Experto en la pesca, con un índice maravilloso; inigualable paciencia y certero.

Una importadora de la avenida Larco en Miraflores (Lima) lo abastece al crédito de maquinarias e insumos fotográficos, gracias a la vista que le hizo su administrador señor Anselomo Fukura, enterado de su honradez y laboriosidad.

En la G.U.E: "José Buenaventura Fernández", fue: Profesor estable, jefe de curso y asesor de letras. Para admiración y envidia.

En 1979, participa activamente en la huelga magisterial nacional indenfinida, que duró cuatro meses con veinte días, en demanda de mejores tratos a los maestros del Perú.

Como represalia, fue subrogado. Repuesto al magisterio, trabajó en el colegio "El Carmen" de Imperial, donde fue valorado y reconocido por la comunidad educativa y los burgomaestres Arturo Chau Quintana y Arturo Koo.

A la edad de sesenta y dos (62) años, con treinta y cuatros de ellos en la docencia, pasa al retiro, para convertirse en leyenda viva.

Prestó sus servicios, (además del "Sepúlveda" y "El Carmen") en el colegio parroquial de Cerro Alegre, Seminario Menor, Colegio "Unión Campesina" Tecnológico de Quilmaná, Instituto Comercial "Bolivar" etc.

Se ha proyectado a la sociedad realizando servicios en el Consejo de administración de la Cooperativa de Ahorro y Crédito "Cañete", como vicepresidente.

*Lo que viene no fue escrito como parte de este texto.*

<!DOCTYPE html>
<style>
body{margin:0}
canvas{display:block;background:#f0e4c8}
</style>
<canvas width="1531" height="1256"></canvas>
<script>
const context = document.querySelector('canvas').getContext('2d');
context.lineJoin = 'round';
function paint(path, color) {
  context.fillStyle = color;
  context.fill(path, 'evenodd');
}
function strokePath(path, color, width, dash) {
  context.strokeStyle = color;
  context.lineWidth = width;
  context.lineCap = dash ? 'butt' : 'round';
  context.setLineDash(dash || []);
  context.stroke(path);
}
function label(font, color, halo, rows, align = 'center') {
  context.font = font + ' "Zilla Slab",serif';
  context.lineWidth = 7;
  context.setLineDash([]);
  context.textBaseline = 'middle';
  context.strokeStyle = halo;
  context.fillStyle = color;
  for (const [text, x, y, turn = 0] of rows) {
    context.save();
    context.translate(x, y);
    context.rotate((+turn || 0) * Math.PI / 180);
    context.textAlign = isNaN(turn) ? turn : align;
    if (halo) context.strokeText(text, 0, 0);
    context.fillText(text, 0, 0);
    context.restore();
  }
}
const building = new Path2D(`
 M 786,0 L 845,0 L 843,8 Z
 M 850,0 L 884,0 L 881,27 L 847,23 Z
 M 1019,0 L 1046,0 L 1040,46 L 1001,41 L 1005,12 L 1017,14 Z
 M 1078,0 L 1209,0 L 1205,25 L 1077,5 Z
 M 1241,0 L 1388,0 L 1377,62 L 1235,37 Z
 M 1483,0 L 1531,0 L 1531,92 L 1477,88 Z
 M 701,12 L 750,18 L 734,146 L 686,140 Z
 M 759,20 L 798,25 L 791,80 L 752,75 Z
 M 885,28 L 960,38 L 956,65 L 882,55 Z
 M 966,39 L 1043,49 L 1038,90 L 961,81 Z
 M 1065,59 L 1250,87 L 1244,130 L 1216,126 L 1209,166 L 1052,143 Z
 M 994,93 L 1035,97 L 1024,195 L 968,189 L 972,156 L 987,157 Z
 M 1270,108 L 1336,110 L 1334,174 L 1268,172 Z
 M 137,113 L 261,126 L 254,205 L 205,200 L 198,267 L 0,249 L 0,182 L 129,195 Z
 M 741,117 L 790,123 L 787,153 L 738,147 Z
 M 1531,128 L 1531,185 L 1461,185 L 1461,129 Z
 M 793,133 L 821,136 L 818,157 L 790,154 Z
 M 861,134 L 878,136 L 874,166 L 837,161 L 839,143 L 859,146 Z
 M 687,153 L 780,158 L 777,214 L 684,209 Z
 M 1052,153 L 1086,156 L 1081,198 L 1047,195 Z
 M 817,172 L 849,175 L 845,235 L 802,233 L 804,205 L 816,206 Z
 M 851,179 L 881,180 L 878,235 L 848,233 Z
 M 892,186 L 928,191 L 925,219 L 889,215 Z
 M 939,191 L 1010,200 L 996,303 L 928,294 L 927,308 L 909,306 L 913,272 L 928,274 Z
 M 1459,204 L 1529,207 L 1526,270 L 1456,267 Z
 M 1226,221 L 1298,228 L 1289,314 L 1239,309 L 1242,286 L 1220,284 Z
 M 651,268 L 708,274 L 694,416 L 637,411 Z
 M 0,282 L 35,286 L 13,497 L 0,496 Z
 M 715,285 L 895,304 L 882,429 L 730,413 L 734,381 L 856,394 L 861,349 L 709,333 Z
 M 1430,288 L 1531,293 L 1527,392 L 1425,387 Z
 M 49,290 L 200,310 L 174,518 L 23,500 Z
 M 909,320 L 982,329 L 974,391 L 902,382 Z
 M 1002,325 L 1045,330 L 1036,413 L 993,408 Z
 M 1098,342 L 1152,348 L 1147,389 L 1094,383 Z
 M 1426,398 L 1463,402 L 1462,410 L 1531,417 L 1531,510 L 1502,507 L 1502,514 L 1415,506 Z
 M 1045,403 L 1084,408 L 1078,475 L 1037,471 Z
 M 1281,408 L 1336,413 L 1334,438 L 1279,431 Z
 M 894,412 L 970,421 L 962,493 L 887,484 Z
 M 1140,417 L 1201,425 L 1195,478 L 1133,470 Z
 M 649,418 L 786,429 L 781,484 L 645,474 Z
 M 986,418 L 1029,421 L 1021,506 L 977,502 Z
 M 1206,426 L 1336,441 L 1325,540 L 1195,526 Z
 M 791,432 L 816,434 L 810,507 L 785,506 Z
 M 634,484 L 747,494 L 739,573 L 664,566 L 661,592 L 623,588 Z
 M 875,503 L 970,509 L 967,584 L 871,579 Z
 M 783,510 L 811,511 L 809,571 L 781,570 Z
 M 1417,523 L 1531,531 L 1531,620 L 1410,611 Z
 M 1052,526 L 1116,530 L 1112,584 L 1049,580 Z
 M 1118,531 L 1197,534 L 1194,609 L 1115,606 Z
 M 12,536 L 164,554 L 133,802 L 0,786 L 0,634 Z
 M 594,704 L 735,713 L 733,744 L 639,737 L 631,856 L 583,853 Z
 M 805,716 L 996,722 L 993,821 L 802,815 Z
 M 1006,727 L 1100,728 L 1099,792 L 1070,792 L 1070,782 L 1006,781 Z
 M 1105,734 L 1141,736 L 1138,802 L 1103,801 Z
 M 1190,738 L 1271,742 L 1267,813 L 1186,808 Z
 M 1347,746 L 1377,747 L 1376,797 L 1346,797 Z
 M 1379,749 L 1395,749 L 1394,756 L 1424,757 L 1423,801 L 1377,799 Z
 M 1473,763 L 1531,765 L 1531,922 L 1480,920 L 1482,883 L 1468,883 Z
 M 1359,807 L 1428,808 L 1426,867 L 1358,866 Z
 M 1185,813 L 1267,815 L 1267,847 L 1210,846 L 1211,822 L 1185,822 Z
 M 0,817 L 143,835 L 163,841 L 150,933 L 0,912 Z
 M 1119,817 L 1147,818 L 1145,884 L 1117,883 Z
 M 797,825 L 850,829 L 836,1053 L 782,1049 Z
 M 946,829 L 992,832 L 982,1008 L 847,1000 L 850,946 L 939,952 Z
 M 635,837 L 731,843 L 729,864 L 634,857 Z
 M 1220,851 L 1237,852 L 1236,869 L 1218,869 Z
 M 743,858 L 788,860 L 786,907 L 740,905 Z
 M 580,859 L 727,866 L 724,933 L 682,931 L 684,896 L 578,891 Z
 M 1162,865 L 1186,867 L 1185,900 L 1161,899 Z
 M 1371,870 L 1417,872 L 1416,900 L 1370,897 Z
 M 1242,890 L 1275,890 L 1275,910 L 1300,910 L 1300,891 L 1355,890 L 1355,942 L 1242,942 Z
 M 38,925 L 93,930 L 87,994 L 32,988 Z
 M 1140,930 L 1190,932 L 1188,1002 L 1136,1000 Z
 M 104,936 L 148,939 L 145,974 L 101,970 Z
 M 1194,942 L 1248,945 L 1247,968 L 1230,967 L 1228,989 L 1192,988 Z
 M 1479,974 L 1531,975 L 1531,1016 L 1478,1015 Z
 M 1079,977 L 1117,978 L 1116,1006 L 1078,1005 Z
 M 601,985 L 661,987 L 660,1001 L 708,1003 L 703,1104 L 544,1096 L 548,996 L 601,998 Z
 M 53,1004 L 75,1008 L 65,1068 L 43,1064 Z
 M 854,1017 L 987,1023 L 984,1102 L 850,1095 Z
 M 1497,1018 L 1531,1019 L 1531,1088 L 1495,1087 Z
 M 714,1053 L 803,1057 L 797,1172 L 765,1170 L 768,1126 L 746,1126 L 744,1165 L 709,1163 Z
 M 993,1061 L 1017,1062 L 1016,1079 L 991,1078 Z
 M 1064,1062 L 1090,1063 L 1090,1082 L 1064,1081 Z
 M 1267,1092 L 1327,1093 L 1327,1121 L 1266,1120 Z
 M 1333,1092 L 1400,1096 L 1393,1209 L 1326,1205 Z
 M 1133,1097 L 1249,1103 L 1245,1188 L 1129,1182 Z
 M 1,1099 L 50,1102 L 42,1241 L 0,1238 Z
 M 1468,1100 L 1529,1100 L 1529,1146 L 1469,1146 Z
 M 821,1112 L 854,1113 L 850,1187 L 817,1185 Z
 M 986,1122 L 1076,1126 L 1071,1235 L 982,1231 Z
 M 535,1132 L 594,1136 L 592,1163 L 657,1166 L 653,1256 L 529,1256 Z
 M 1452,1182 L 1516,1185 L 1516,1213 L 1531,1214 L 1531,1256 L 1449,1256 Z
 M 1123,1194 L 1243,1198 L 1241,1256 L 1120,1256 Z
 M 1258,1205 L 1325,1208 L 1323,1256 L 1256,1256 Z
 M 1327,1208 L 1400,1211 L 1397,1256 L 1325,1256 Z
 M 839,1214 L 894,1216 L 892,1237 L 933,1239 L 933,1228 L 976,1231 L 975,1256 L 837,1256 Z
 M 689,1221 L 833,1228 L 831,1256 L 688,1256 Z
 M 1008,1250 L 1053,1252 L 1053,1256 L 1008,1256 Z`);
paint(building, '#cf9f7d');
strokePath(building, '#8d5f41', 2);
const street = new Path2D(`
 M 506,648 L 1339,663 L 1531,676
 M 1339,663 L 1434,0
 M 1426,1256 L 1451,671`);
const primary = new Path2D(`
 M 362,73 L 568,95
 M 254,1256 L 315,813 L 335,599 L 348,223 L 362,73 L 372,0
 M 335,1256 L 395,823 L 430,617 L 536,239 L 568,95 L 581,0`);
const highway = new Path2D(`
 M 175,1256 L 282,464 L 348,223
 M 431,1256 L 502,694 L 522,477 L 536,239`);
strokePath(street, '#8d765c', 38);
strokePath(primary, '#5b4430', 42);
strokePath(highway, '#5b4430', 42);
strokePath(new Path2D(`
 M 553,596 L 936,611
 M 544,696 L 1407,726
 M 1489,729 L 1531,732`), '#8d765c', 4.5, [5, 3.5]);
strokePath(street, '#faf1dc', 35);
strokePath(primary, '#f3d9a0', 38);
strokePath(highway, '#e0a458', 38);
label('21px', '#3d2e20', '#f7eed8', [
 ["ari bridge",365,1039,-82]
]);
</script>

Presidente de la Sociedad de Gremios Unidos y Protección Mutua por dos periodos: De 1977 a 1979 y de 1981 a 1983. Dirigente en el Club de Jubilados y el CAM (Centro del Adulto Mayor), etc.

Sus orgullosos y agradecidos ex alumnos se cuentan por millares como las luminarias del firmamento; cultores de las más diversas profesiones, prestan sus servicios a nivel nacional y en el extranjero.

Su cariñoso entorno familiar, a manera de justificada gratitud le han costeado un viaje a los Estados Unidos de Norte América con escala en Miami y Orlando, con visita obligatoria a las maravillosas instalaciones de Walt Disney, Serán quince días de ensueños para Artemio, Wilma, Arline y Juan Francis.

Un ejemplo de la docencia y de la fotografía artística.

Gracias, "teacher" Francia! Sus ahijados, ayer alumnos seminaristas hoy excelentísimos sacerdotes, los bendigan.